- What the task asks
Return only those lines of the records below in which "Boulevard" appears.

(Saved entries)
_ _ _
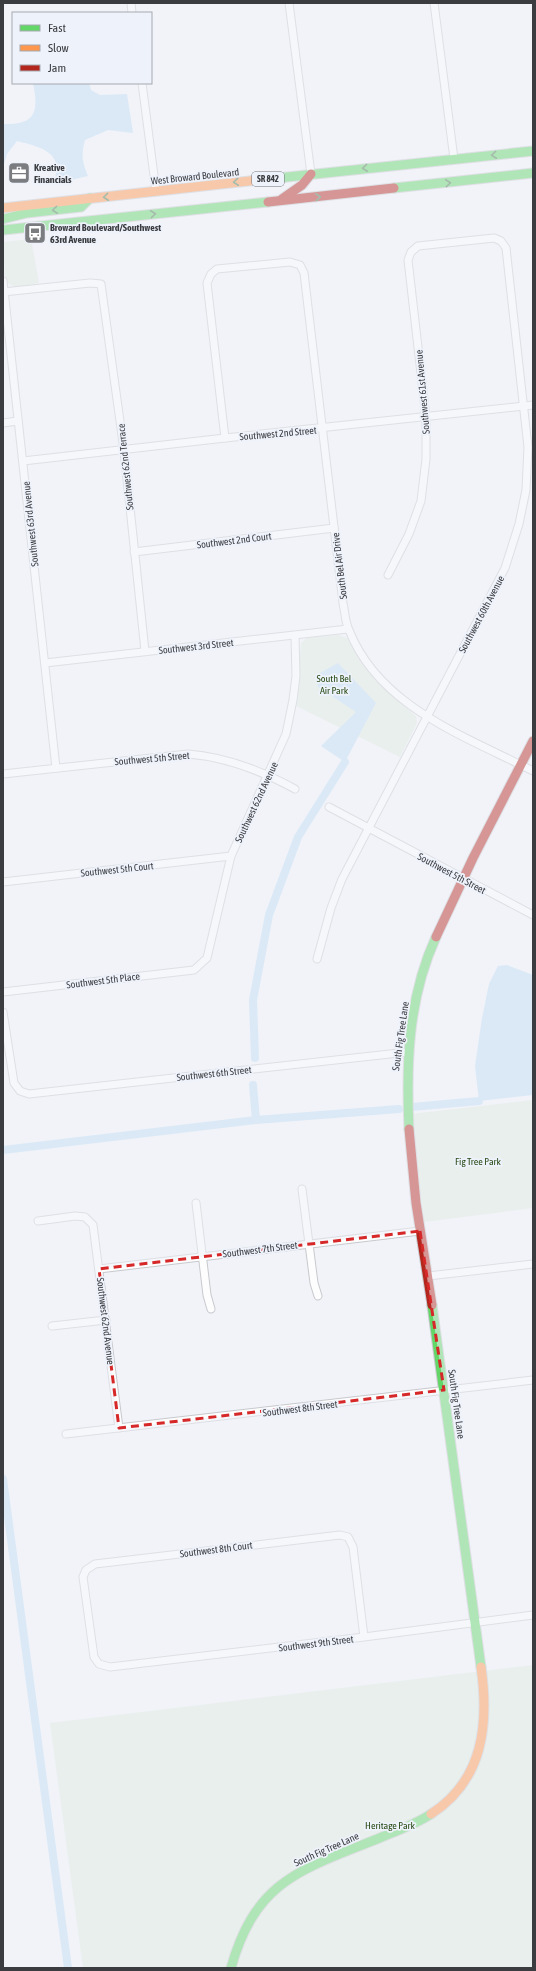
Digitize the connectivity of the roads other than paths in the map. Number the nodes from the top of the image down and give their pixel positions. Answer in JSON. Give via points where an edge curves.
{"nodes":[{"id":1,"x":289,"y":3,"type":"edge"},
{"id":2,"x":434,"y":3,"type":"edge"},
{"id":3,"x":142,"y":84,"type":"edge"},
{"id":4,"x":533,"y":151,"type":"edge"},
{"id":5,"x":454,"y":159,"type":"junction"},
{"id":6,"x":533,"y":173,"type":"edge"},
{"id":7,"x":310,"y":174,"type":"junction"},
{"id":8,"x":156,"y":191,"type":"junction"},
{"id":9,"x":90,"y":198,"type":"junction"},
{"id":10,"x":280,"y":201,"type":"junction"},
{"id":11,"x":3,"y":208,"type":"edge"},
{"id":12,"x":3,"y":219,"type":"edge"},
{"id":13,"x":3,"y":230,"type":"edge"},
{"id":14,"x":411,"y":252,"type":"joint"},
{"id":15,"x":3,"y":281,"type":"edge"},
{"id":16,"x":4,"y":292,"type":"edge"},
{"id":17,"x":525,"y":406,"type":"junction"},
{"id":18,"x":533,"y":406,"type":"edge"},
{"id":19,"x":426,"y":417,"type":"junction"},
{"id":20,"x":18,"y":421,"type":"junction"},
{"id":21,"x":3,"y":423,"type":"edge"},
{"id":22,"x":324,"y":429,"type":"junction"},
{"id":23,"x":225,"y":438,"type":"junction"},
{"id":24,"x":124,"y":450,"type":"junction"},
{"id":25,"x":23,"y":462,"type":"junction"},
{"id":26,"x":334,"y":528,"type":"junction"},
{"id":27,"x":134,"y":552,"type":"junction"},
{"id":28,"x":388,"y":575,"type":"dead end"},
{"id":29,"x":348,"y":629,"type":"junction"},
{"id":30,"x":295,"y":636,"type":"junction"},
{"id":31,"x":145,"y":651,"type":"junction"},
{"id":32,"x":45,"y":663,"type":"junction"},
{"id":33,"x":427,"y":717,"type":"junction"},
{"id":34,"x":533,"y":741,"type":"edge"},
{"id":35,"x":521,"y":765,"type":"junction"},
{"id":36,"x":56,"y":768,"type":"junction"},
{"id":37,"x":533,"y":771,"type":"edge"},
{"id":38,"x":3,"y":774,"type":"edge"},
{"id":39,"x":268,"y":774,"type":"junction"},
{"id":40,"x":295,"y":789,"type":"dead end"},
{"id":41,"x":329,"y":807,"type":"dead end"},
{"id":42,"x":368,"y":828,"type":"junction"},
{"id":43,"x":231,"y":856,"type":"junction"},
{"id":44,"x":463,"y":879,"type":"junction"},
{"id":45,"x":3,"y":882,"type":"edge"},
{"id":46,"x":533,"y":915,"type":"edge"},
{"id":47,"x":317,"y":959,"type":"dead end"},
{"id":48,"x":201,"y":964,"type":"joint"},
{"id":49,"x":3,"y":992,"type":"edge"},
{"id":50,"x":3,"y":1012,"type":"edge"},
{"id":51,"x":408,"y":1052,"type":"junction"},
{"id":52,"x":302,"y":1189,"type":"dead end"},
{"id":53,"x":196,"y":1203,"type":"dead end"},
{"id":54,"x":38,"y":1221,"type":"dead end"},
{"id":55,"x":420,"y":1231,"type":"junction"},
{"id":56,"x":310,"y":1243,"type":"junction"},
{"id":57,"x":202,"y":1256,"type":"junction"},
{"id":58,"x":533,"y":1264,"type":"edge"},
{"id":59,"x":99,"y":1269,"type":"junction"},
{"id":60,"x":428,"y":1276,"type":"junction"},
{"id":61,"x":318,"y":1296,"type":"dead end"},
{"id":62,"x":211,"y":1309,"type":"dead end"},
{"id":63,"x":106,"y":1320,"type":"junction"},
{"id":64,"x":52,"y":1326,"type":"dead end"},
{"id":65,"x":533,"y":1380,"type":"edge"},
{"id":66,"x":444,"y":1390,"type":"junction"},
{"id":67,"x":119,"y":1428,"type":"junction"},
{"id":68,"x":66,"y":1434,"type":"dead end"},
{"id":69,"x":533,"y":1615,"type":"edge"},
{"id":70,"x":474,"y":1622,"type":"junction"},
{"id":71,"x":364,"y":1638,"type":"junction"},
{"id":72,"x":99,"y":1664,"type":"joint"},
{"id":73,"x":231,"y":1968,"type":"edge"}],
"edges":[{"from":1,"to":7,"type":"street"},
{"from":2,"to":5,"type":"street"},
{"from":3,"to":8,"type":"street"},
{"from":4,"to":5,"type":"street","name":"West Broward Boulevard","number":"SR 842","one_way":true},
{"from":5,"to":7,"type":"street","name":"West Broward Boulevard","number":"SR 842","one_way":true},
{"from":10,"to":6,"type":"street","number":"SR 842","one_way":true},
{"from":7,"to":8,"type":"street","name":"West Broward Boulevard","number":"SR 842","one_way":true},
{"from":7,"to":10,"type":"street","via":[[302,185]]},
{"from":8,"to":9,"type":"street","name":"West Broward Boulevard","number":"SR 842","one_way":true},
{"from":9,"to":11,"type":"street","name":"West Broward Boulevard","number":"SR 842"},
{"from":9,"to":12,"type":"street","one_way":true,"via":[[81,208],[27,213]]},
{"from":13,"to":10,"type":"street","number":"SR 842","one_way":true},
{"from":14,"to":17,"type":"street","name":"Southwest 60th Avenue","via":[[418,246],[494,238],[501,241],[506,248]]},
{"from":14,"to":19,"type":"street","name":"Southwest 61st Avenue","via":[[408,260]]},
{"from":15,"to":16,"type":"street","name":"Southwest 63rd Avenue"},
{"from":16,"to":20,"type":"street","name":"Southwest 63rd Avenue"},
{"from":16,"to":24,"type":"street","name":"Southwest 62nd Terrace","via":[[101,284]]},
{"from":17,"to":18,"type":"street","name":"Southwest 2nd Street"},
{"from":17,"to":19,"type":"street","name":"Southwest 2nd Street"},
{"from":17,"to":33,"type":"street","name":"Southwest 60th Avenue","via":[[528,447],[526,490],[519,524],[505,568]]},
{"from":19,"to":22,"type":"street","name":"Southwest 2nd Street"},
{"from":19,"to":28,"type":"street","name":"Southwest 61st Avenue","via":[[426,459],[421,501],[409,534]]},
{"from":20,"to":21,"type":"street"},
{"from":20,"to":25,"type":"street","name":"Southwest 63rd Avenue"},
{"from":22,"to":23,"type":"street","name":"Southwest 2nd Street"},
{"from":22,"to":23,"type":"street","name":"South Bel Air Drive","via":[[304,273],[300,265],[290,262],[217,269],[210,274],[207,283]]},
{"from":22,"to":26,"type":"street","name":"South Bel Air Drive"},
{"from":23,"to":24,"type":"street","name":"Southwest 2nd Street"},
{"from":24,"to":25,"type":"street","name":"Southwest 2nd Street"},
{"from":24,"to":27,"type":"street","name":"Southwest 62nd Terrace"},
{"from":25,"to":32,"type":"street","name":"Southwest 63rd Avenue"},
{"from":26,"to":27,"type":"street","name":"Southwest 2nd Court"},
{"from":26,"to":29,"type":"street","name":"South Bel Air Drive"},
{"from":27,"to":31,"type":"street","name":"Southwest 62nd Terrace"},
{"from":29,"to":30,"type":"street","name":"Southwest 3rd Street"},
{"from":29,"to":33,"type":"street","name":"South Bel Air Drive","via":[[364,660],[382,681],[402,701]]},
{"from":30,"to":31,"type":"street","name":"Southwest 3rd Street"},
{"from":30,"to":39,"type":"street","name":"Southwest 62nd Avenue","via":[[294,700],[286,734]]},
{"from":31,"to":32,"type":"street","name":"Southwest 3rd Street"},
{"from":32,"to":36,"type":"street","name":"Southwest 63rd Avenue"},
{"from":33,"to":35,"type":"street","name":"South Bel Air Drive"},
{"from":33,"to":42,"type":"street","name":"Southwest 60th Avenue"},
{"from":34,"to":35,"type":"street","name":"South Fig Tree Lane"},
{"from":35,"to":37,"type":"street","name":"South Bel Air Drive"},
{"from":35,"to":44,"type":"street","name":"South Fig Tree Lane"},
{"from":36,"to":38,"type":"street","name":"Southwest 5th Street"},
{"from":36,"to":39,"type":"street","name":"Southwest 5th Street","via":[[188,754],[209,756]]},
{"from":39,"to":40,"type":"street","name":"Southwest 5th Street"},
{"from":39,"to":43,"type":"street","name":"Southwest 62nd Avenue"},
{"from":41,"to":42,"type":"street","name":"Southwest 5th Street"},
{"from":42,"to":44,"type":"street","name":"Southwest 5th Street"},
{"from":42,"to":47,"type":"street","name":"Southwest 60th Avenue","via":[[342,879]]},
{"from":43,"to":45,"type":"street","name":"Southwest 5th Court"},
{"from":43,"to":48,"type":"street","name":"Southwest 62nd Avenue","via":[[207,958]]},
{"from":44,"to":46,"type":"street","name":"Southwest 5th Street"},
{"from":44,"to":51,"type":"street","name":"South Fig Tree Lane","via":[[436,936],[419,981]]},
{"from":48,"to":49,"type":"street","name":"Southwest 5th Place","via":[[194,970]]},
{"from":50,"to":51,"type":"street","name":"Southwest 6th Street","via":[[14,1083],[20,1091],[29,1094]]},
{"from":51,"to":55,"type":"street","name":"South Fig Tree Lane","via":[[406,1117]]},
{"from":52,"to":56,"type":"street"},
{"from":53,"to":57,"type":"street"},
{"from":54,"to":59,"type":"street","name":"Southwest 62nd Avenue","via":[[85,1217],[93,1225]]},
{"from":55,"to":56,"type":"street","name":"Southwest 7th Street"},
{"from":55,"to":60,"type":"street","name":"South Fig Tree Lane"},
{"from":56,"to":57,"type":"street","name":"Southwest 7th Street"},
{"from":56,"to":61,"type":"street","via":[[314,1283]]},
{"from":57,"to":59,"type":"street","name":"Southwest 7th Street"},
{"from":57,"to":62,"type":"street"},
{"from":58,"to":60,"type":"street"},
{"from":59,"to":63,"type":"street","name":"Southwest 62nd Avenue"},
{"from":60,"to":66,"type":"street","name":"South Fig Tree Lane"},
{"from":63,"to":64,"type":"street"},
{"from":63,"to":67,"type":"street","name":"Southwest 62nd Avenue"},
{"from":65,"to":66,"type":"street","name":"Southwest 8th Street"},
{"from":66,"to":67,"type":"street","name":"Southwest 8th Street"},
{"from":66,"to":70,"type":"street","name":"South Fig Tree Lane"},
{"from":67,"to":68,"type":"street","name":"Southwest 8th Street"},
{"from":69,"to":70,"type":"street","name":"Southwest 9th Street"},
{"from":70,"to":71,"type":"street","name":"Southwest 9th Street"},
{"from":70,"to":73,"type":"street","name":"South Fig Tree Lane","via":[[485,1718],[482,1742],[474,1765],[463,1782],[446,1804],[420,1822],[302,1870],[274,1889],[243,1932]]},
{"from":71,"to":72,"type":"street","name":"Southwest 9th Street","via":[[110,1667]]},
{"from":71,"to":72,"type":"street","name":"Southwest 8th Court","via":[[353,1547],[348,1537],[340,1535],[94,1564],[86,1570],[83,1577],[94,1657]]}]}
_ _ _
- Solution
{"from":4,"to":5,"type":"street","name":"West Broward Boulevard","number":"SR 842","one_way":true},
{"from":5,"to":7,"type":"street","name":"West Broward Boulevard","number":"SR 842","one_way":true},
{"from":7,"to":8,"type":"street","name":"West Broward Boulevard","number":"SR 842","one_way":true},
{"from":8,"to":9,"type":"street","name":"West Broward Boulevard","number":"SR 842","one_way":true},
{"from":9,"to":11,"type":"street","name":"West Broward Boulevard","number":"SR 842"},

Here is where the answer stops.